By ABDULKADIR SULAIMAN
The Federal Government last year, struck a deal with the Nigeria Labour Congress for the implementation of a minimum wage of N30, 000 upward from the present N18, 000.
The Federal Government and Labour earlier had a running battle with the Nigeria Governors Forum in arriving at the agreement for states and Local Government Areas to equally implement the minimum wage.
Indeed, as reported in the media, both the Federal and some state Governments have implemented the said wage for their staff.
However, the implementation of the new minimum wage came along with it some expected hiccups. The Federal Government itself, found a very challenging impending fiscal deficit in the offing regarding the financing of the new wage as worked out by the Federal Ministry of Finance.
This forced the Federal Government to foot-drag in its implementation of the agreement and later, worked out a formula of paying the minimum wage based of graduating percentage where grades levels one to seventeen were categorised with varying percentages of benefits.
Hence, the new agreement equally became particularly worrying to many states and local government areas due to the stark reality of their revenue and income base vis-a-vis the volume of liquidity required to finance the new regime of wages.
Very well-to-do states such as Lagos had no problem accommodating the new wages regime due to their robust internally generated revenue base.
The same applies to states enjoying special revenue allocation such as the 13% derivation formula in crude oil sales.
Some less privileged states who hurriedly implemented the new wage are now introducing many other avenues of using their left hands to retrieve what they actually gave out with their right hands. Significantly, all the Local Government Councils in such states are quietly groaning under the new arrangement.
It has become obvious that if some states have to implement the new minimum wage, they may have to resort to the bitter option staff rationalisation; and, indeed, the Labour will hear none of it. Of course, however, it is not the fault of Labour, nor the paying employer’s either. It’s the system that’s just faulty, ab initio.
Consequently, all state Governments, especially in the Northern part of the country, foot-dragged in upholding the new regime due to very glaring and, indeed, genuine realities facing the successful implementation of the agreement.
Among these states, We discover, Zamfara state is one state severely hit by the dilemma of its zeal to satisfy the yearnings and aspirations of its workers in this regard. Indeed, there is the stark reality of non-existence of revenue base to accommodate this noble resolve in that state.

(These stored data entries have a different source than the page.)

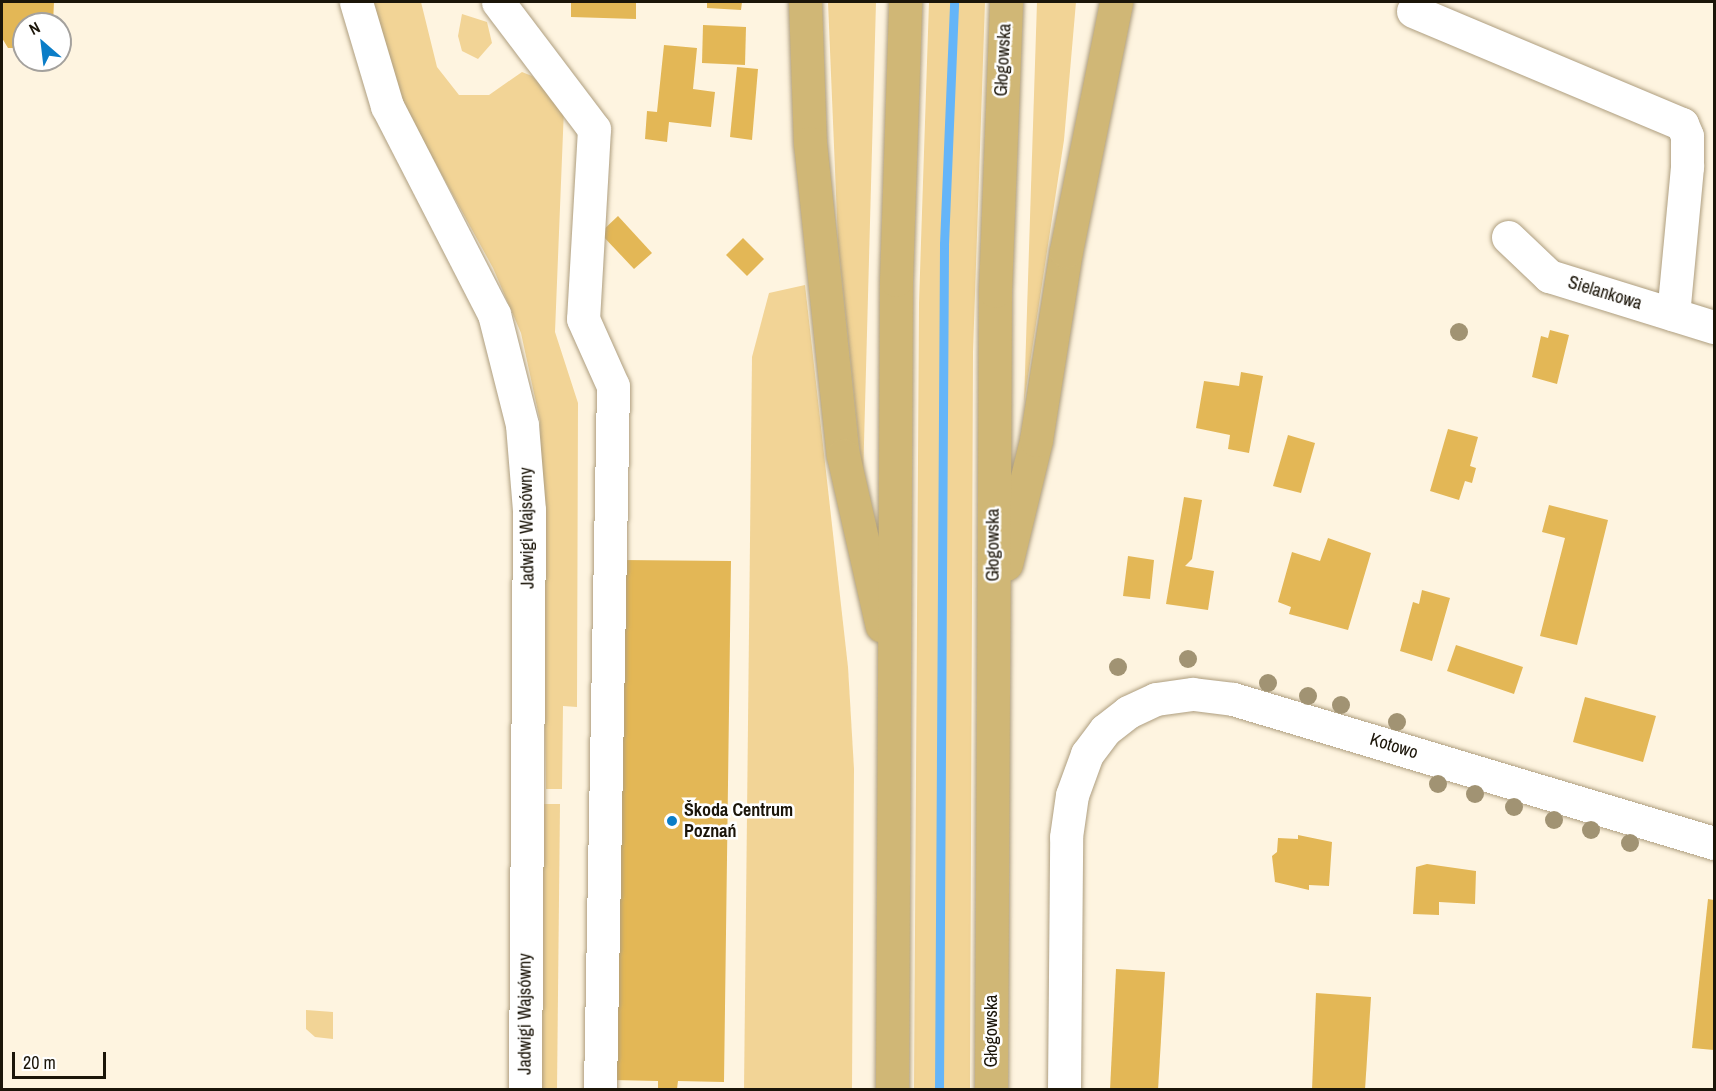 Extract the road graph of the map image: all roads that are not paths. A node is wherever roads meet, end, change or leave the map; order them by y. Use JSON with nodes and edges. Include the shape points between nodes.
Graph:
{"nodes":[{"id":1,"x":356,"y":2,"type":"edge"},
{"id":2,"x":498,"y":2,"type":"edge"},
{"id":3,"x":805,"y":2,"type":"edge"},
{"id":4,"x":905,"y":2,"type":"edge"},
{"id":5,"x":1006,"y":2,"type":"edge"},
{"id":6,"x":1116,"y":2,"type":"edge"},
{"id":7,"x":1413,"y":11,"type":"dead end"},
{"id":8,"x":1508,"y":237,"type":"dead end"},
{"id":9,"x":1673,"y":314,"type":"junction"},
{"id":10,"x":1714,"y":327,"type":"edge"},
{"id":11,"x":993,"y":649,"type":"junction"},
{"id":12,"x":894,"y":690,"type":"junction"},
{"id":13,"x":1714,"y":843,"type":"edge"},
{"id":14,"x":525,"y":1089,"type":"edge"},
{"id":15,"x":600,"y":1089,"type":"edge"},
{"id":16,"x":892,"y":1089,"type":"edge"},
{"id":17,"x":991,"y":1089,"type":"edge"},
{"id":18,"x":1064,"y":1089,"type":"edge"}],
"edges":[{"from":1,"to":14,"type":"street","name":"Jadwigi Wajsówny","via":[[387,106],[494,314],[522,425],[530,510]]},
{"from":2,"to":15,"type":"street","via":[[594,129],[583,319],[613,387]]},
{"from":3,"to":12,"type":"main road","via":[[810,143],[843,455]]},
{"from":4,"to":12,"type":"main road","via":[[896,280]]},
{"from":5,"to":11,"type":"main road","name":"Głogowska","via":[[996,224]]},
{"from":6,"to":11,"type":"main road"},
{"from":7,"to":9,"type":"street","via":[[1682,124],[1687,136],[1687,167]]},
{"from":8,"to":9,"type":"street","name":"Sielankowa","via":[[1549,276]]},
{"from":9,"to":10,"type":"street","name":"Sielankowa"},
{"from":11,"to":17,"type":"main road","name":"Głogowska"},
{"from":12,"to":16,"type":"main road"},
{"from":13,"to":18,"type":"street","name":"Kotowo","via":[[1218,696],[1181,695],[1142,705],[1116,720],[1087,754],[1072,795],[1066,837]]}]}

One of the peculiarities in Zamfara state is the fact that its share of the monthly Federation Account allocation is so meagre that it cannot finance the the new wage regime, much less as to have any significant remnant for other services which are mandatory to the running of every government such as provision of treated water to the public, oiling an effective judicial system and provision of security of lives and property. In this confused dilemma, the citizens look upon the Government for developmental projects such as provision and maintenance of good roads, healtcare facilities, provision of fertiliser and seedlings to farners as well as finance public sector education.
Note that a bundle of billions of naira worth of liability has been left behind by the previous administration which the Matawalle administration has to service from the meager resources accruing from the Federation account; and much of it deducted at source.
But, then, someone will ask about locally generated revenue in the state which ordinarily should augment the coffers of the Government in addressing these challenges.
The Internally generated revenue of the state Government remain extremely low and insignificant to boost the state income significantly due to a culture developed since the inception of the state 24 years ago.
At a time when Lagos State generates N73 billion a month, Zamfara state is generating less than one billion naira in the same period.
Oh, what do one expect of a state whose major source of internally generated revenue is the PAYE, which is a mandatory tax deducted on wages?
Citizens in the state have been erroneously placed on wrong notion of “government doest it all” and are not used to taxation, nor will they take it kindly if proper tax regimes are now introduced to them.
For instance, owners of landed property do not pay ground rent to the Government. Commercial shops do not pay taxes and there is absence of functional factories or industries where taxes can accrue to the state Government.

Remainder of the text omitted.